Sayın Cumhurbaşkanı ve kamuoyu internete bakın, 2012 Ergenekon davasında tanık olarak Silivri'ye gittiğimde benim bilgim doğrultusunda Mehter Marşı eşliğinde, önün Türkçe Allah, altında büyük Türk bayrağı ve yanında Ulu önder Atatürk ve Abdulhamithan resimleri olan altı otobüs getirttim.

 

Bizim Abdulhamithan sevgimiz 50 yıl öncesine dayanır.

Her yerde savundum.

 

  1. Müdür Şükrü Beye sordum "Kim kaldırttı" diye, "Mehmet Fatih Belviranlı kaldırttı" dedi.

 

Bende dedim ki; "Ya bayrak ve posterler asılacak yada ölürüm odama gitmem" hepsini tekrara astırdım.

Odama geçtim.

 

İndirilişler kamera kayıtlarında belli. Benim astırdığımda kamera kayıtlarında bellidir.

Odama geçmeden dediler ki "Tekrar Mehmet Fatih Belviranlı emriyle taktırdık bunları"

 

Mehmet Fatih Belviranlı Allah'a Bayrağa, Abdulhamithan’a sevgisi olan bunları indirtmez diye düşündüm.

 

Bu konuda hassas olan Sayın Cumhurbaşkanına onun hakkında işlem yapacağını, Cumhurbaşkanının karakterini bilen, tavır koyacağını millet bilir.

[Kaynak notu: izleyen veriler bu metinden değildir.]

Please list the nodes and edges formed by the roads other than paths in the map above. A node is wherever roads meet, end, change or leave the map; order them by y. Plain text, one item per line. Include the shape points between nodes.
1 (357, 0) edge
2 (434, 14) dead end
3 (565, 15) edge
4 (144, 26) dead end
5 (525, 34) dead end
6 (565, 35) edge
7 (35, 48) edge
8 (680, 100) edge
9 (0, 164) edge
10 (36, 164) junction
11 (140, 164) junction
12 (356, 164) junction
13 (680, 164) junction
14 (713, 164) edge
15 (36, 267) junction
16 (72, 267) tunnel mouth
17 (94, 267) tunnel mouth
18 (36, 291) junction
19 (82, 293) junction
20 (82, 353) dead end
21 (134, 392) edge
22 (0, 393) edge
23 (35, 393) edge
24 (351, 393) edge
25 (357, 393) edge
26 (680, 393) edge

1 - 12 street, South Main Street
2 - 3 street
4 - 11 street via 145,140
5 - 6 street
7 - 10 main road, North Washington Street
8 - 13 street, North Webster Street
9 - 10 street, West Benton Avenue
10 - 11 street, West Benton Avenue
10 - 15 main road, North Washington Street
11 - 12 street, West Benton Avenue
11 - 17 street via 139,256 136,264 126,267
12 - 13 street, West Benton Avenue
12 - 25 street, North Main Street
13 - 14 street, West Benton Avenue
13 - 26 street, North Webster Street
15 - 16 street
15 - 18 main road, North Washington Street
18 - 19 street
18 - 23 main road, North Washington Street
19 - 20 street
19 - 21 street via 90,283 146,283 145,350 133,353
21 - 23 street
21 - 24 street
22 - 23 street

Tabi Türk bayrağını, Atatürk'ü ve 2.Abdulhamithan'ı kalben seviyorsa sessiz kalmayacağı bilinmektedir.

 

Daha sonra burada görevli 2. Müdür Zafer Çolak, bir mahkûm için içeri telsiz sokarken yakalanmıştı.

 

Onun ifadesi alınırken, ifadeyi Zafer Çolak suçunu gizlemek için "Alaaddin Çakıcı'da bisturi var, tarak var, çay kahve içiyor " diye veriyor.

 

Bana da bu ifade 1. Müdürün emri ile Selma Müdüre, baş memur yanında okuttu.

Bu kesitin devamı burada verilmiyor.